(Beginning of DATA FOR THE TASK)

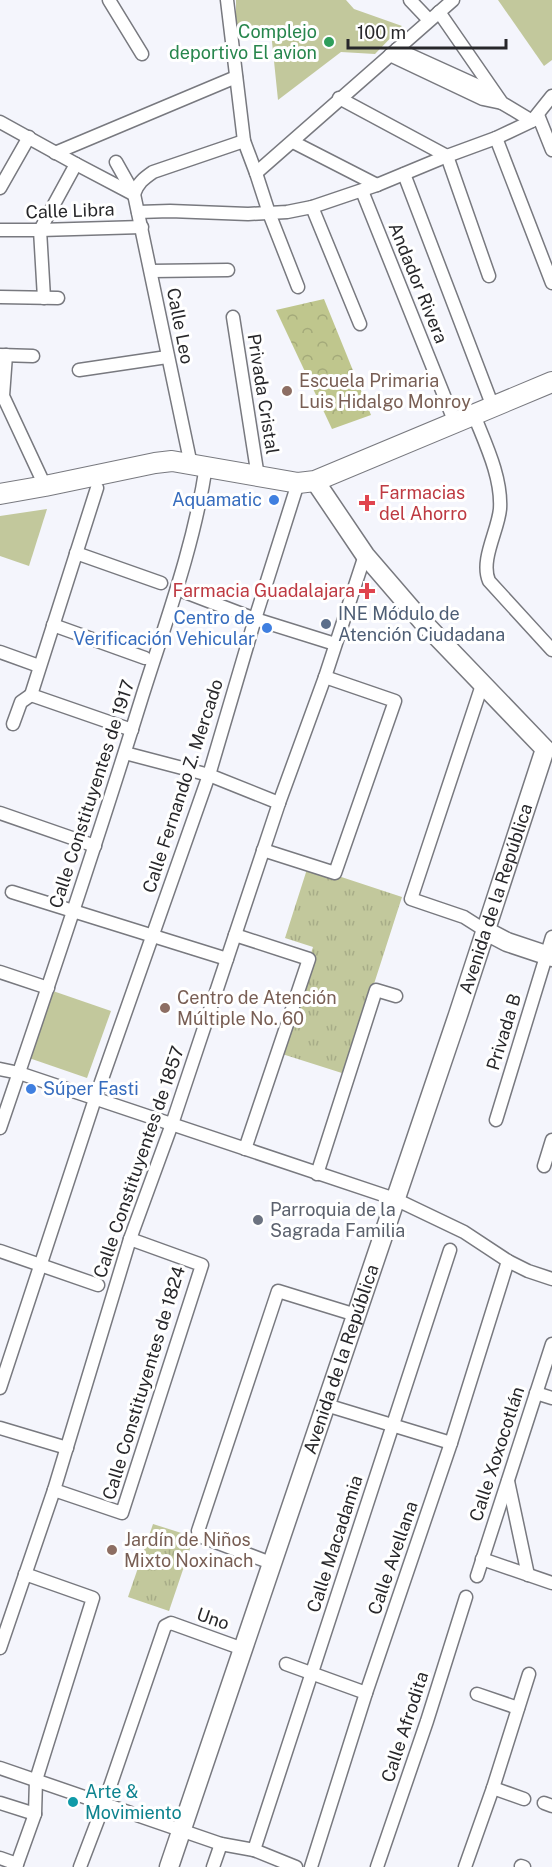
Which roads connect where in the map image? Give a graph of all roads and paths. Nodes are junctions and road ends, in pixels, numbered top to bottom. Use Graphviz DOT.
graph roads {
  1 [pos="109,0"];
  2 [pos="226,0"];
  3 [pos="410,0"];
  4 [pos="453,0"];
  5 [pos="439,12"];
  6 [pos="429,20"];
  7 [pos="393,52"];
  8 [pos="142,54"];
  9 [pos="236,77"];
  10 [pos="552,96"];
  11 [pos="339,98"];
  12 [pos="502,103"];
  13 [pos="535,118"];
  14 [pos="0,123"];
  15 [pos="29,137"];
  16 [pos="496,138"];
  17 [pos="244,141"];
  18 [pos="293,142"];
  19 [pos="552,150"];
  20 [pos="55,153"];
  21 [pos="447,156"];
  22 [pos="116,162"];
  23 [pos="76,164"];
  24 [pos="256,173"];
  25 [pos="404,174"];
  26 [pos="377,185"];
  27 [pos="0,188"];
  28 [pos="362,191"];
  29 [pos="134,194"];
  30 [pos="312,207"];
  31 [pos="138,212"];
  32 [pos="269,213"];
  33 [pos="142,226"];
  34 [pos="0,230"];
  35 [pos="40,230"];
  36 [pos="228,270"];
  37 [pos="151,271"];
  38 [pos="489,276"];
  39 [pos="552,283"];
  40 [pos="298,287"];
  41 [pos="0,297"];
  42 [pos="44,298"];
  43 [pos="58,298"];
  44 [pos="233,317"];
  45 [pos="360,324"];
  46 [pos="3,356"];
  47 [pos="33,356"];
  48 [pos="163,358"];
  49 [pos="79,370"];
  50 [pos="552,382"];
  51 [pos="493,407"];
  52 [pos="474,415"];
  53 [pos="455,423"];
  54 [pos="199,465"];
  55 [pos="258,477"];
  56 [pos="307,482"];
  57 [pos="45,486"];
  58 [pos="97,488"];
  59 [pos="0,494"];
  60 [pos="0,507"];
  61 [pos="76,553"];
  62 [pos="365,555"];
  63 [pos="161,583"];
  64 [pos="177,589"];
  65 [pos="255,619"];
  66 [pos="53,625"];
  67 [pos="335,644"];
  68 [pos="552,650"];
  69 [pos="0,652"];
  70 [pos="145,658"];
  71 [pos="39,666"];
  72 [pos="325,676"];
  73 [pos="482,685"];
  74 [pos="31,694"];
  75 [pos="13,724"];
  76 [pos="132,730"];
  77 [pos="548,746"];
  78 [pos="125,753"];
  79 [pos="209,776"];
  80 [pos="279,803"];
  81 [pos="0,813"];
  82 [pos="95,846"];
  83 [pos="263,850"];
  84 [pos="12,892"];
  85 [pos="74,912"];
  86 [pos="486,931"];
  87 [pos="235,935"];
  88 [pos="151,936"];
  89 [pos="552,937"];
  90 [pos="549,956"];
  91 [pos="227,959"];
  92 [pos="0,972"];
  93 [pos="48,988"];
  94 [pos="396,996"];
  95 [pos="0,1070"];
  96 [pos="19,1073"];
  97 [pos="95,1099"];
  98 [pos="496,1120"];
  99 [pos="172,1124"];
  100 [pos="0,1128"];
  101 [pos="552,1140"];
  102 [pos="245,1149"];
  103 [pos="544,1166"];
  104 [pos="317,1174"];
  105 [pos="395,1199"];
  106 [pos="130,1239"];
  107 [pos="450,1250"];
  108 [pos="0,1251"];
  109 [pos="508,1261"];
  110 [pos="42,1265"];
  111 [pos="552,1280"];
  112 [pos="98,1286"];
  113 [pos="356,1315"];
  114 [pos="552,1344"];
  115 [pos="0,1388"];
  116 [pos="536,1393"];
  117 [pos="552,1398"];
  118 [pos="326,1405"];
  119 [pos="393,1426"];
  120 [pos="0,1428"];
  121 [pos="451,1443"];
  122 [pos="67,1448"];
  123 [pos="508,1479"];
  124 [pos="54,1490"];
  125 [pos="482,1559"];
  126 [pos="272,1563"];
  127 [pos="25,1574"];
  128 [pos="477,1575"];
  129 [pos="528,1575"];
  130 [pos="552,1583"];
  131 [pos="466,1597"];
  132 [pos="0,1606"];
  133 [pos="13,1610"];
  134 [pos="0,1647"];
  135 [pos="243,1649"];
  136 [pos="286,1664"];
  137 [pos="312,1672"];
  138 [pos="529,1674"];
  139 [pos="366,1693"];
  140 [pos="477,1694"];
  141 [pos="518,1708"];
  142 [pos="0,1768"];
  143 [pos="36,1780"];
  144 [pos="493,1788"];
  145 [pos="524,1799"];
  146 [pos="0,1803"];
  147 [pos="104,1804"];
  148 [pos="35,1814"];
  149 [pos="181,1830"];
  150 [pos="221,1844"];
  151 [pos="254,1850"];
  152 [pos="0,1858"];
  153 [pos="17,1865"];
  154 [pos="291,1866"];
  155 [pos="80,1867"];
  156 [pos="169,1867"];
  157 [pos="213,1867"];
  158 [pos="311,1867"];
  159 [pos="377,1867"];
  160 [pos="465,1867"];
  1 -- 8 [label="street"];
  2 -- 9 [label="street"];
  3 -- 6 [label="street"];
  4 -- 5 [label="street"];
  5 -- 6 [label="street"];
  5 -- 12 [label="street"];
  6 -- 7 [label="street"];
  7 -- 11 [label="street"];
  7 -- 12 [label="street"];
  9 -- 17 [label="street"];
  9 -- 20 [label="street"];
  10 -- 13 [label="street"];
  11 -- 18 [label="street"];
  11 -- 21 [label="street"];
  12 -- 13 [label="street"];
  13 -- 16 [label="street, Calle Libra"];
  13 -- 19 [label="street"];
  14 -- 15 [label="street"];
  15 -- 20 [label="street"];
  15 -- 27 [label="street"];
  16 -- 21 [label="street, Calle Libra"];
  16 -- 39 [label="street"];
  17 -- 24 [label="street"];
  17 -- 29 [label="street"];
  18 -- 24 [label="street"];
  18 -- 26 [label="street"];
  20 -- 23 [label="street"];
  21 -- 25 [label="street, Calle Libra"];
  21 -- 38 [label="street"];
  22 -- 29 [label="street, Calle Leo"];
  23 -- 29 [label="street"];
  23 -- 35 [label="street"];
  24 -- 32 [label="street"];
  25 -- 26 [label="street, Calle Libra"];
  25 -- 51 [label="street"];
  26 -- 28 [label="street, Calle Libra"];
  28 -- 30 [label="street, Calle Libra"];
  28 -- 53 [label="street, Andador Rivera"];
  29 -- 31 [label="street, Calle Leo"];
  30 -- 32 [label="street, Calle Libra"];
  30 -- 45 [label="street"];
  31 -- 32 [label="street, Calle Libra"];
  31 -- 33 [label="street, Calle Leo"];
  32 -- 40 [label="street"];
  33 -- 35 [label="street, Calle Libra"];
  33 -- 37 [label="street, Calle Leo"];
  34 -- 35 [label="street, Calle Libra"];
  35 -- 42 [label="street"];
  36 -- 37 [label="street"];
  37 -- 48 [label="street, Calle Leo"];
  41 -- 42 [label="street"];
  42 -- 43 [label="street"];
  44 -- 55 [label="street, Privada Cristal"];
  46 -- 47 [label="street"];
  46 -- 57 [label="street"];
  48 -- 49 [label="street"];
  48 -- 54 [label="street, Calle Leo"];
  50 -- 51 [label="main road"];
  51 -- 52 [label="main road"];
  52 -- 53 [label="main road"];
  52 -- 68 [label="street"];
  53 -- 56 [label="main road"];
  54 -- 55 [label="main road"];
  54 -- 57 [label="main road"];
  54 -- 58 [label="main road"];
  54 -- 64 [label="street, Calle Constituyentes de 1917"];
  55 -- 56 [label="main road"];
  56 -- 62 [label="main road"];
  56 -- 65 [label="street, Calle Fernando Z. Mercado"];
  57 -- 59 [label="main road"];
  58 -- 60 [label="main road"];
  58 -- 61 [label="street"];
  61 -- 63 [label="street"];
  61 -- 66 [label="street"];
  62 -- 67 [label="street, Calle Constituyentes de 1857"];
  62 -- 73 [label="main road"];
  64 -- 65 [label="street"];
  64 -- 76 [label="street, Calle Constituyentes de 1917"];
  65 -- 67 [label="street"];
  65 -- 79 [label="street, Calle Fernando Z. Mercado"];
  66 -- 70 [label="street"];
  66 -- 71 [label="street"];
  67 -- 72 [label="street, Calle Constituyentes de 1857"];
  69 -- 71 [label="street"];
  71 -- 74 [label="street"];
  72 -- 80 [label="street, Calle Constituyentes de 1857"];
  72 -- 83 [label="street"];
  73 -- 77 [label="main road"];
  73 -- 86 [label="street"];
  74 -- 75 [label="street"];
  74 -- 76 [label="street"];
  76 -- 78 [label="street, Calle Constituyentes de 1917"];
  77 -- 86 [label="main road, Avenida de la República"];
  78 -- 79 [label="street"];
  78 -- 82 [label="street, Calle Constituyentes de 1917"];
  79 -- 80 [label="street"];
  79 -- 88 [label="street, Calle Fernando Z. Mercado"];
  80 -- 83 [label="street, Calle Constituyentes de 1857"];
  81 -- 82 [label="street"];
  82 -- 85 [label="street, Calle Constituyentes de 1917"];
  83 -- 87 [label="street, Calle Constituyentes de 1857"];
  84 -- 85 [label="street"];
  85 -- 88 [label="street"];
  85 -- 93 [label="street, Calle Constituyentes de 1917"];
  86 -- 90 [label="main road"];
  86 -- 105 [label="main road, Avenida de la República"];
  87 -- 91 [label="street, Calle Constituyentes de 1857"];
  87 -- 102 [label="street"];
  88 -- 91 [label="street"];
  88 -- 97 [label="street, Calle Fernando Z. Mercado"];
  89 -- 90 [label="street, Privada B"];
  90 -- 98 [label="street, Privada B"];
  91 -- 99 [label="street, Calle Constituyentes de 1857"];
  92 -- 93 [label="street"];
  93 -- 96 [label="street, Calle Constituyentes de 1917"];
  94 -- 104 [label="street"];
  95 -- 96 [label="street"];
  96 -- 97 [label="street"];
  96 -- 100 [label="street, Calle Constituyentes de 1917"];
  97 -- 99 [label="street"];
  97 -- 110 [label="street, Calle Fernando Z. Mercado"];
  99 -- 102 [label="street"];
  99 -- 106 [label="street, Calle Constituyentes de 1857"];
  101 -- 103 [label="street"];
  102 -- 104 [label="street"];
  104 -- 105 [label="street"];
  105 -- 109 [label="street"];
  105 -- 113 [label="main road, Avenida de la República"];
  106 -- 122 [label="street, Calle Constituyentes de 1857"];
  106 -- 124 [label="street, Calle Constituyentes de 1824"];
  107 -- 119 [label="street, Calle Macadamia"];
  108 -- 110 [label="street"];
  109 -- 111 [label="street"];
  109 -- 121 [label="street, Calle Avellana"];
  110 -- 112 [label="street"];
  110 -- 115 [label="street, Calle Fernando Z. Mercado"];
  113 -- 118 [label="main road, Avenida de la República"];
  113 -- 126 [label="street"];
  114 -- 116 [label="street, Calle Xoxocotlán"];
  116 -- 117 [label="street"];
  116 -- 123 [label="street, Calle Xoxocotlán"];
  118 -- 119 [label="street"];
  118 -- 126 [label="main road, Avenida de la República"];
  119 -- 121 [label="street"];
  119 -- 137 [label="street, Calle Macadamia"];
  120 -- 122 [label="street"];
  121 -- 139 [label="street, Calle Avellana"];
  122 -- 124 [label="street, Calle Constituyentes de 1857"];
  123 -- 125 [label="street, Calle Xoxocotlán"];
  123 -- 129 [label="street"];
  124 -- 127 [label="street, Calle Constituyentes de 1857"];
  125 -- 128 [label="street, Calle Xoxocotlán"];
  125 -- 129 [label="street"];
  126 -- 135 [label="main road, Avenida de la República"];
  127 -- 133 [label="street, Calle Constituyentes de 1857"];
  127 -- 143 [label="street"];
  129 -- 130 [label="street"];
  131 -- 159 [label="street, Calle Afrodita"];
  132 -- 133 [label="street"];
  133 -- 134 [label="street, Calle Constituyentes de 1857"];
  135 -- 147 [label="street, Uno"];
  135 -- 149 [label="main road, Avenida de la República"];
  136 -- 137 [label="street"];
  137 -- 139 [label="street"];
  137 -- 151 [label="street, Calle Macadamia"];
  138 -- 141 [label="street"];
  139 -- 158 [label="street, Calle Avellana"];
  140 -- 141 [label="street"];
  141 -- 144 [label="street"];
  142 -- 143 [label="street"];
  143 -- 147 [label="street"];
  143 -- 148 [label="street"];
  144 -- 145 [label="street"];
  144 -- 160 [label="street"];
  146 -- 148 [label="street"];
  147 -- 149 [label="street"];
  147 -- 155 [label="street"];
  148 -- 153 [label="street"];
  149 -- 150 [label="street"];
  149 -- 156 [label="main road, Avenida de la República"];
  150 -- 151 [label="street"];
  150 -- 157 [label="street"];
  151 -- 154 [label="street"];
  152 -- 153 [label="street"];
}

(End of DATA FOR THE TASK)

*EXERCISE GOAL*
Every line that contains the string "Privada" should be copied from the entries.

*RESULT OF THIS EXERCISE*
  44 -- 55 [label="street, Privada Cristal"];
  89 -- 90 [label="street, Privada B"];
  90 -- 98 [label="street, Privada B"];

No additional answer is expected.